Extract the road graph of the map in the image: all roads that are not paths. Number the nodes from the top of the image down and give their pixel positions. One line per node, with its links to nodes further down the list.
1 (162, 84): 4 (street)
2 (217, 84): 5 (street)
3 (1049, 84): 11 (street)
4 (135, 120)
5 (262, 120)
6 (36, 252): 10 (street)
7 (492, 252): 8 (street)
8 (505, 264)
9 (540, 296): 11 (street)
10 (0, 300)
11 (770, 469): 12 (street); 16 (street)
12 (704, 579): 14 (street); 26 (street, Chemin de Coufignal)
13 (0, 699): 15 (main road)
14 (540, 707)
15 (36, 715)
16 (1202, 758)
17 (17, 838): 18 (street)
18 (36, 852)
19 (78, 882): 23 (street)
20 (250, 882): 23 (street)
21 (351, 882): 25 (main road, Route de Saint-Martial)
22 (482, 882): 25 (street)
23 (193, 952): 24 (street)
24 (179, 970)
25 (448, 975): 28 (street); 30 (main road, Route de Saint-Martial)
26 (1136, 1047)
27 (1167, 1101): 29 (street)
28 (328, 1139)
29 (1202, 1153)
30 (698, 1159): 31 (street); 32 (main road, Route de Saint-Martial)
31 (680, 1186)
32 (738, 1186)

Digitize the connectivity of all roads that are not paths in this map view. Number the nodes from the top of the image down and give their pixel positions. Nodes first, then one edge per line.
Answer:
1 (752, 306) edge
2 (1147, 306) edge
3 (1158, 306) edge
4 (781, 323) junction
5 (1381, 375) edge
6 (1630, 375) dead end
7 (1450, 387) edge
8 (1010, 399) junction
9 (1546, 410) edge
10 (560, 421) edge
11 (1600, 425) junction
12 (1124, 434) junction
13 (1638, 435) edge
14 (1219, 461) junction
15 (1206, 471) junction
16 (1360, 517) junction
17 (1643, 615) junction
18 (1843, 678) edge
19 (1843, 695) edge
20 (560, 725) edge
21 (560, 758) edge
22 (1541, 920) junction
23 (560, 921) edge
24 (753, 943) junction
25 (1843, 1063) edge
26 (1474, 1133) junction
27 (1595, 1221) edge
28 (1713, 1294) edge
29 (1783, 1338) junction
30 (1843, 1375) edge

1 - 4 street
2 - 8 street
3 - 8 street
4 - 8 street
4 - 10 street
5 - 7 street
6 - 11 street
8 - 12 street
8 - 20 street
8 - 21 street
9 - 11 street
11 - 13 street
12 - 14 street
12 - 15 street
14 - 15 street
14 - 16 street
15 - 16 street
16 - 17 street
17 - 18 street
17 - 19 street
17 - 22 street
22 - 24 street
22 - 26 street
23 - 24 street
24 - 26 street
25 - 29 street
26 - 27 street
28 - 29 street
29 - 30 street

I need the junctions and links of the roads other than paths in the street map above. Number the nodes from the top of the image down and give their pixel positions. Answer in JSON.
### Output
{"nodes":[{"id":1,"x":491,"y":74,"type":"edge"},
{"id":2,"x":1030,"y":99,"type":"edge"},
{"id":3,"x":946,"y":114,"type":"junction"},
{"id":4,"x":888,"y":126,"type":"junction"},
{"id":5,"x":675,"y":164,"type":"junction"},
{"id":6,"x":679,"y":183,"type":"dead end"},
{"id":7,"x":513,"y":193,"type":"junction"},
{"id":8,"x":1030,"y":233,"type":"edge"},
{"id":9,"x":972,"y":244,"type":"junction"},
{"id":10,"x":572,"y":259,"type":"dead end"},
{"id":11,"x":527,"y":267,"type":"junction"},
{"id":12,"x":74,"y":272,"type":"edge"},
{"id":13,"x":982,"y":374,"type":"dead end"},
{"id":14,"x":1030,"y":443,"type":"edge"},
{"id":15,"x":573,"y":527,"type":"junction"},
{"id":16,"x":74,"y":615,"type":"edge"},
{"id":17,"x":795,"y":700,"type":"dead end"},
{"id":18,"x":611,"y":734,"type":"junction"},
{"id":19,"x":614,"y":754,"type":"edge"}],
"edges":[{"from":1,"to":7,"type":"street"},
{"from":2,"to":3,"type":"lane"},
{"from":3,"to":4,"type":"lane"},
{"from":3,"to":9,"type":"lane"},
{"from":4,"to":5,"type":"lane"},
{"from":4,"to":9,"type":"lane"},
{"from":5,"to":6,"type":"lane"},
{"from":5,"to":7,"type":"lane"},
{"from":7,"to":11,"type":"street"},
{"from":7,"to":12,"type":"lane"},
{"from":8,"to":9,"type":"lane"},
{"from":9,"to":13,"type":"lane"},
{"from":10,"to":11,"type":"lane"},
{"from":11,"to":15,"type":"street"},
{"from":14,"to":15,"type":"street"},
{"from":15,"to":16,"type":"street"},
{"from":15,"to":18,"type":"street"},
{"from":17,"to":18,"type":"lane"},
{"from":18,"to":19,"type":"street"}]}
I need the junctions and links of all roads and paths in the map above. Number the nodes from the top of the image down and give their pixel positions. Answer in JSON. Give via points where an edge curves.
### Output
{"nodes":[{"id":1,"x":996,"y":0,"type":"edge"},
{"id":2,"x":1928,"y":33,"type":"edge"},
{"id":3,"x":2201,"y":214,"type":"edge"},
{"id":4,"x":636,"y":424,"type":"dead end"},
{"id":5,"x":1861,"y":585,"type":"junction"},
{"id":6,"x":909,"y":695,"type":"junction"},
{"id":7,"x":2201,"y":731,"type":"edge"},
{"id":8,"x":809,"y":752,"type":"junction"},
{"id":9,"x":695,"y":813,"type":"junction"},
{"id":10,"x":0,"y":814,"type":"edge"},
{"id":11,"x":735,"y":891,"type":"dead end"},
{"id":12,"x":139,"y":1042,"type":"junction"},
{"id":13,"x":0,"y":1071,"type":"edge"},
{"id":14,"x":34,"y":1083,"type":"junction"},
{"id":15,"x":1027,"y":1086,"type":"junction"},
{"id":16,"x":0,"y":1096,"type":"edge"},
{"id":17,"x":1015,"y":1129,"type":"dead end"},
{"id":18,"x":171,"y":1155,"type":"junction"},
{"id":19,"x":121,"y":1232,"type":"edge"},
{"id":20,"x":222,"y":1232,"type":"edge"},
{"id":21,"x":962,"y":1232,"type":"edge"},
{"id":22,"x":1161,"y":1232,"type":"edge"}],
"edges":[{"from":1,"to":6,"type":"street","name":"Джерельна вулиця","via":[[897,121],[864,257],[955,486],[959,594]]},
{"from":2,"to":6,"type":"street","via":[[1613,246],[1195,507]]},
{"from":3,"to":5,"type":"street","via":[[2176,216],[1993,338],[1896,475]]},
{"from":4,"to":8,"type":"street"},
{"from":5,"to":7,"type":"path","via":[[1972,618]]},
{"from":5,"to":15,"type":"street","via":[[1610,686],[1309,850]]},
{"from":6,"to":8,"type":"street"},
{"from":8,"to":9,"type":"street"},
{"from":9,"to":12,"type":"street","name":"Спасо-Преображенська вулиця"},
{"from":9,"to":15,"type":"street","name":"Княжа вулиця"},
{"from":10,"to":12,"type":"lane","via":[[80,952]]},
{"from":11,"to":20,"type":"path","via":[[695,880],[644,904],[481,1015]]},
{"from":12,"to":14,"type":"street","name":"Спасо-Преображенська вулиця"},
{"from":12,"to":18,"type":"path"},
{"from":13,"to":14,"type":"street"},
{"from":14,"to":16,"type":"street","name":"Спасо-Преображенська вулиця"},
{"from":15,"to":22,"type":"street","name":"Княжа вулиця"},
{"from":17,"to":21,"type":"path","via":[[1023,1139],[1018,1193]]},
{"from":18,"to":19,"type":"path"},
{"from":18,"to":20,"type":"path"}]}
———
Your response should consist of the listing, reproduced exactly.

Output of the task:
Extract the road graph of the map in the image: all roads that are not paths. Number the nodes from the top of the image down and give their pixel positions. One line per node, with its links to nodes further down the list.
1 (162, 84): 4 (street)
2 (217, 84): 5 (street)
3 (1049, 84): 11 (street)
4 (135, 120)
5 (262, 120)
6 (36, 252): 10 (street)
7 (492, 252): 8 (street)
8 (505, 264)
9 (540, 296): 11 (street)
10 (0, 300)
11 (770, 469): 12 (street); 16 (street)
12 (704, 579): 14 (street); 26 (street, Chemin de Coufignal)
13 (0, 699): 15 (main road)
14 (540, 707)
15 (36, 715)
16 (1202, 758)
17 (17, 838): 18 (street)
18 (36, 852)
19 (78, 882): 23 (street)
20 (250, 882): 23 (street)
21 (351, 882): 25 (main road, Route de Saint-Martial)
22 (482, 882): 25 (street)
23 (193, 952): 24 (street)
24 (179, 970)
25 (448, 975): 28 (street); 30 (main road, Route de Saint-Martial)
26 (1136, 1047)
27 (1167, 1101): 29 (street)
28 (328, 1139)
29 (1202, 1153)
30 (698, 1159): 31 (street); 32 (main road, Route de Saint-Martial)
31 (680, 1186)
32 (738, 1186)

Digitize the connectivity of all roads that are not paths in this map view. Number the nodes from the top of the image down and give their pixel positions. Nodes first, then one edge per line.
Answer:
1 (752, 306) edge
2 (1147, 306) edge
3 (1158, 306) edge
4 (781, 323) junction
5 (1381, 375) edge
6 (1630, 375) dead end
7 (1450, 387) edge
8 (1010, 399) junction
9 (1546, 410) edge
10 (560, 421) edge
11 (1600, 425) junction
12 (1124, 434) junction
13 (1638, 435) edge
14 (1219, 461) junction
15 (1206, 471) junction
16 (1360, 517) junction
17 (1643, 615) junction
18 (1843, 678) edge
19 (1843, 695) edge
20 (560, 725) edge
21 (560, 758) edge
22 (1541, 920) junction
23 (560, 921) edge
24 (753, 943) junction
25 (1843, 1063) edge
26 (1474, 1133) junction
27 (1595, 1221) edge
28 (1713, 1294) edge
29 (1783, 1338) junction
30 (1843, 1375) edge

1 - 4 street
2 - 8 street
3 - 8 street
4 - 8 street
4 - 10 street
5 - 7 street
6 - 11 street
8 - 12 street
8 - 20 street
8 - 21 street
9 - 11 street
11 - 13 street
12 - 14 street
12 - 15 street
14 - 15 street
14 - 16 street
15 - 16 street
16 - 17 street
17 - 18 street
17 - 19 street
17 - 22 street
22 - 24 street
22 - 26 street
23 - 24 street
24 - 26 street
25 - 29 street
26 - 27 street
28 - 29 street
29 - 30 street

I need the junctions and links of the roads other than paths in the street map above. Number the nodes from the top of the image down and give their pixel positions. Answer in JSON.
### Output
{"nodes":[{"id":1,"x":491,"y":74,"type":"edge"},
{"id":2,"x":1030,"y":99,"type":"edge"},
{"id":3,"x":946,"y":114,"type":"junction"},
{"id":4,"x":888,"y":126,"type":"junction"},
{"id":5,"x":675,"y":164,"type":"junction"},
{"id":6,"x":679,"y":183,"type":"dead end"},
{"id":7,"x":513,"y":193,"type":"junction"},
{"id":8,"x":1030,"y":233,"type":"edge"},
{"id":9,"x":972,"y":244,"type":"junction"},
{"id":10,"x":572,"y":259,"type":"dead end"},
{"id":11,"x":527,"y":267,"type":"junction"},
{"id":12,"x":74,"y":272,"type":"edge"},
{"id":13,"x":982,"y":374,"type":"dead end"},
{"id":14,"x":1030,"y":443,"type":"edge"},
{"id":15,"x":573,"y":527,"type":"junction"},
{"id":16,"x":74,"y":615,"type":"edge"},
{"id":17,"x":795,"y":700,"type":"dead end"},
{"id":18,"x":611,"y":734,"type":"junction"},
{"id":19,"x":614,"y":754,"type":"edge"}],
"edges":[{"from":1,"to":7,"type":"street"},
{"from":2,"to":3,"type":"lane"},
{"from":3,"to":4,"type":"lane"},
{"from":3,"to":9,"type":"lane"},
{"from":4,"to":5,"type":"lane"},
{"from":4,"to":9,"type":"lane"},
{"from":5,"to":6,"type":"lane"},
{"from":5,"to":7,"type":"lane"},
{"from":7,"to":11,"type":"street"},
{"from":7,"to":12,"type":"lane"},
{"from":8,"to":9,"type":"lane"},
{"from":9,"to":13,"type":"lane"},
{"from":10,"to":11,"type":"lane"},
{"from":11,"to":15,"type":"street"},
{"from":14,"to":15,"type":"street"},
{"from":15,"to":16,"type":"street"},
{"from":15,"to":18,"type":"street"},
{"from":17,"to":18,"type":"lane"},
{"from":18,"to":19,"type":"street"}]}
I need the junctions and links of all roads and paths in the map above. Number the nodes from the top of the image down and give their pixel positions. Answer in JSON. Give via points where an edge curves.
### Output
{"nodes":[{"id":1,"x":996,"y":0,"type":"edge"},
{"id":2,"x":1928,"y":33,"type":"edge"},
{"id":3,"x":2201,"y":214,"type":"edge"},
{"id":4,"x":636,"y":424,"type":"dead end"},
{"id":5,"x":1861,"y":585,"type":"junction"},
{"id":6,"x":909,"y":695,"type":"junction"},
{"id":7,"x":2201,"y":731,"type":"edge"},
{"id":8,"x":809,"y":752,"type":"junction"},
{"id":9,"x":695,"y":813,"type":"junction"},
{"id":10,"x":0,"y":814,"type":"edge"},
{"id":11,"x":735,"y":891,"type":"dead end"},
{"id":12,"x":139,"y":1042,"type":"junction"},
{"id":13,"x":0,"y":1071,"type":"edge"},
{"id":14,"x":34,"y":1083,"type":"junction"},
{"id":15,"x":1027,"y":1086,"type":"junction"},
{"id":16,"x":0,"y":1096,"type":"edge"},
{"id":17,"x":1015,"y":1129,"type":"dead end"},
{"id":18,"x":171,"y":1155,"type":"junction"},
{"id":19,"x":121,"y":1232,"type":"edge"},
{"id":20,"x":222,"y":1232,"type":"edge"},
{"id":21,"x":962,"y":1232,"type":"edge"},
{"id":22,"x":1161,"y":1232,"type":"edge"}],
"edges":[{"from":1,"to":6,"type":"street","name":"Джерельна вулиця","via":[[897,121],[864,257],[955,486],[959,594]]},
{"from":2,"to":6,"type":"street","via":[[1613,246],[1195,507]]},
{"from":3,"to":5,"type":"street","via":[[2176,216],[1993,338],[1896,475]]},
{"from":4,"to":8,"type":"street"},
{"from":5,"to":7,"type":"path","via":[[1972,618]]},
{"from":5,"to":15,"type":"street","via":[[1610,686],[1309,850]]},
{"from":6,"to":8,"type":"street"},
{"from":8,"to":9,"type":"street"},
{"from":9,"to":12,"type":"street","name":"Спасо-Преображенська вулиця"},
{"from":9,"to":15,"type":"street","name":"Княжа вулиця"},
{"from":10,"to":12,"type":"lane","via":[[80,952]]},
{"from":11,"to":20,"type":"path","via":[[695,880],[644,904],[481,1015]]},
{"from":12,"to":14,"type":"street","name":"Спасо-Преображенська вулиця"},
{"from":12,"to":18,"type":"path"},
{"from":13,"to":14,"type":"street"},
{"from":14,"to":16,"type":"street","name":"Спасо-Преображенська вулиця"},
{"from":15,"to":22,"type":"street","name":"Княжа вулиця"},
{"from":17,"to":21,"type":"path","via":[[1023,1139],[1018,1193]]},
{"from":18,"to":19,"type":"path"},
{"from":18,"to":20,"type":"path"}]}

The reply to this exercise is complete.